II. There are some occasions on which we should especially wait, and when we may so calculate with an entire confidence on the speaking of God that those passages of life ought to be singled out. (1) One is, after prayer. How many answers have been missed, simply because we did not follow our petitions with a heavenward eye, and with the calm waitings of expectant faith! Remember, when you pray, go at once from the footstool to the tower. (2) Another time when we should watch well to see what God will say unto us is just before we are entering upon any important duty, or work done for God, or undertaking any enterprise. (3) Afflictions are the seasons for very earnest listenings. Depend upon it, whenever a cloud rolls over you, there is a voice in that cloud.
III. Whatever else there may be in the voice, long listened for, when it comes there will certainly be three things. God will comfort you; God will stimulate you; God will reprove you. He will comfort you that you are His child. He will stimulate you to do a child's work. And He will reprove you, because it is a child's portion at a faithful Father's hand.

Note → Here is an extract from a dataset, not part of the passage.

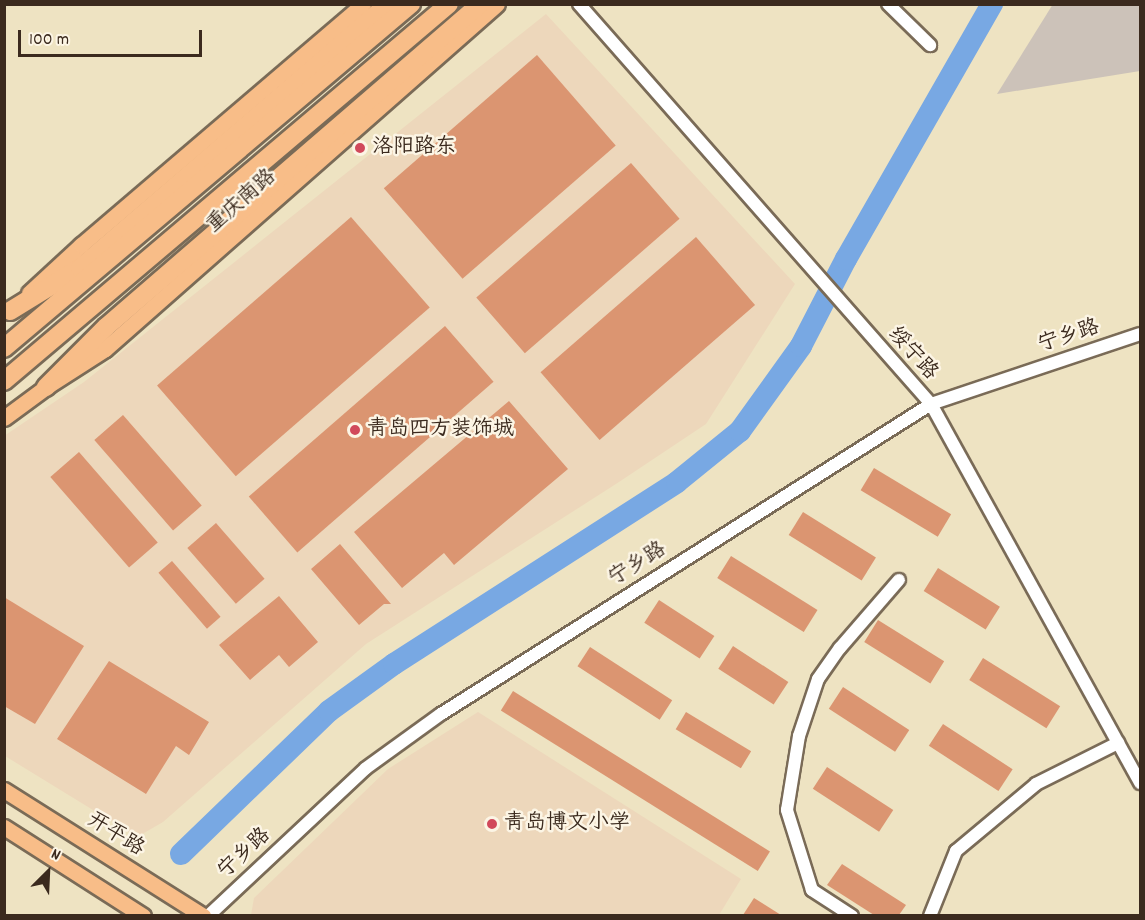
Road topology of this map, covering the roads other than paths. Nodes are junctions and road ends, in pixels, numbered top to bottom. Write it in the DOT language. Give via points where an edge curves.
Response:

J. Vaughan, Fifty Sermons, 6th series, p. 109.
References: Habakkuk 2:1-4.—Spurgeon, My Sermon Notes: Ecclesiastes to Malachi, p. 348. Habakkuk 2:2.—J. P. Chown, Old Testament Outlines, p. 275.
Habakkuk 2:3
The word "wait" is the one word which the Divine wisdom often seems to utter, in rebuke of human impatience. God is never in haste. In Holy Scripture men are often counselled to wait; to wait upon God, to wait for God; language which supposes delay and the need of patience.
I. (1) The history of the earth is illustrative of the principle now suggested. (2) There is something in the movement of the seasons tending to remind us of this great law. (3) There is something in the history of all life adapted to convey the same lesson.

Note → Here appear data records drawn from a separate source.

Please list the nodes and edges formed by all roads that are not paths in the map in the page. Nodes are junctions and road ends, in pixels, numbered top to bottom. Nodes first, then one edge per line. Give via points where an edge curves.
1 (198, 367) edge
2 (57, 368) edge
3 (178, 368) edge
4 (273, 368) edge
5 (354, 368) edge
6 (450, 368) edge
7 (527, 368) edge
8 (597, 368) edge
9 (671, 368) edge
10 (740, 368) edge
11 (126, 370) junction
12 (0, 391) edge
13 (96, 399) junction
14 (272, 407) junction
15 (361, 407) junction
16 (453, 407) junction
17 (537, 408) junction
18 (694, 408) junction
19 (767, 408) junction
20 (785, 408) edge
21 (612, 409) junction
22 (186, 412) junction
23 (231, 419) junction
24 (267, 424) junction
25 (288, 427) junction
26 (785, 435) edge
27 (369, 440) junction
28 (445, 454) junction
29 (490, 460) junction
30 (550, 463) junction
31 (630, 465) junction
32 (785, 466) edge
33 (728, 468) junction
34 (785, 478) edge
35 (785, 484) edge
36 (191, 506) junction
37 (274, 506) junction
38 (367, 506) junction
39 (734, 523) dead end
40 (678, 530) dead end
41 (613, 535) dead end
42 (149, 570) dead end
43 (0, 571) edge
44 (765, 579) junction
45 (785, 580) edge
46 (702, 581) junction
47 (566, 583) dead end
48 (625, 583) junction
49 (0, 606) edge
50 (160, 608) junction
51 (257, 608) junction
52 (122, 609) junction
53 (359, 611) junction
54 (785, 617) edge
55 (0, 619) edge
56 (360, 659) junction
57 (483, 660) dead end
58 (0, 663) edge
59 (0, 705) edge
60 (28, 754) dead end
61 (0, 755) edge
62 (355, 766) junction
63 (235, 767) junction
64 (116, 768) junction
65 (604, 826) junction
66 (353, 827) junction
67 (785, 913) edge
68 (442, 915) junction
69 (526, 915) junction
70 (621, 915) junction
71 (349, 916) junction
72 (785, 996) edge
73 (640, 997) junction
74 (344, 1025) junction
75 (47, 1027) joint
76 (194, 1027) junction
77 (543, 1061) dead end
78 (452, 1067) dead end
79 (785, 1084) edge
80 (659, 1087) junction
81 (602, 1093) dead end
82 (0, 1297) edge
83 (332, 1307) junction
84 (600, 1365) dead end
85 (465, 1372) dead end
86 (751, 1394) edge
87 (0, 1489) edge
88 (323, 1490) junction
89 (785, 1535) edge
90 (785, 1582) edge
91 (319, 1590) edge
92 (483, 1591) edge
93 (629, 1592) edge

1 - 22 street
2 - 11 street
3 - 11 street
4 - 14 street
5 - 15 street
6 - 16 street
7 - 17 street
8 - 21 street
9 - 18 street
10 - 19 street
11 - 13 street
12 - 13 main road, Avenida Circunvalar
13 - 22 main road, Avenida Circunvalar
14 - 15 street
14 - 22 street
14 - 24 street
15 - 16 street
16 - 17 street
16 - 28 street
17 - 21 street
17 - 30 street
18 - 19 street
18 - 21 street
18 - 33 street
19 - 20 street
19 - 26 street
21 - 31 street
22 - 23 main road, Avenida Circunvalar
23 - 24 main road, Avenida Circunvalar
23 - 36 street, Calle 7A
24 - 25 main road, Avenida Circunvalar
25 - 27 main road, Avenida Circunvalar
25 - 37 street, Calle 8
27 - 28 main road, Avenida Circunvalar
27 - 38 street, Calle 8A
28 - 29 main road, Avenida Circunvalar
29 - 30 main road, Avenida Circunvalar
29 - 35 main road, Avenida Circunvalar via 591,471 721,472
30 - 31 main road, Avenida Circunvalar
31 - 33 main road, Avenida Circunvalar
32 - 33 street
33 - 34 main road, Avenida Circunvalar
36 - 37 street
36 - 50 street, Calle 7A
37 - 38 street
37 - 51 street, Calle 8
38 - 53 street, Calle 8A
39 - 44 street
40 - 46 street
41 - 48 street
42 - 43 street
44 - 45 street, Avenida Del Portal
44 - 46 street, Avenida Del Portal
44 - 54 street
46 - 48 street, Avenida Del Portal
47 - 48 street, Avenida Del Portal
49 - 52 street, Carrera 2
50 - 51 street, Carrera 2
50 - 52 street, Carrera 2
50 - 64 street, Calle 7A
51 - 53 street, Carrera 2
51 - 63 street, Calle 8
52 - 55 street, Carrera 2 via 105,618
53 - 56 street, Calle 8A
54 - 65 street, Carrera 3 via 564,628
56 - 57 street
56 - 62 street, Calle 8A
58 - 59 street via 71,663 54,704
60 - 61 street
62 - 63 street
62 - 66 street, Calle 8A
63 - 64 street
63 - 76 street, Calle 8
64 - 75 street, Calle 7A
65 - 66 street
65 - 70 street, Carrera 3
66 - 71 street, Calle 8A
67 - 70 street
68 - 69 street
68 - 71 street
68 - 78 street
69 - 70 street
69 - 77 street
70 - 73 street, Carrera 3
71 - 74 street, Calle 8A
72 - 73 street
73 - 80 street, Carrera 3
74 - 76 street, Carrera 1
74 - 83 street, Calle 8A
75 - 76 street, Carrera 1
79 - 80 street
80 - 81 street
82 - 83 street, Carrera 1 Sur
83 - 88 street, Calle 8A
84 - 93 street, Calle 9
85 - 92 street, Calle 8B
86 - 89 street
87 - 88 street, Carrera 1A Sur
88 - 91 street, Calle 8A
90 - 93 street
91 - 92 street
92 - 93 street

II. Revealed religion contains much in harmony with these facts in nature and providence. (1) We see a fact of this nature in the long interval which was to pass between the promise of a Saviour and His advent. (2) When the Saviour did come, the manner of His coming was not such as the thoughts of men would have anticipated. (3) Nor is it without mystery to many minds that the history of revealed religion since the advent should have been such as it has been. (4) The law of waiting is seen in the spiritual history of the individual believer. (5) So is it with the events which make up the story of a life. We have to wait—it may be to wait long—before we see the Divine purpose in the things which befall us. Experience should check impatience, should teach us how to wait.
R. Vaughan, Pulpit Analyst, vol. iii., p. 1.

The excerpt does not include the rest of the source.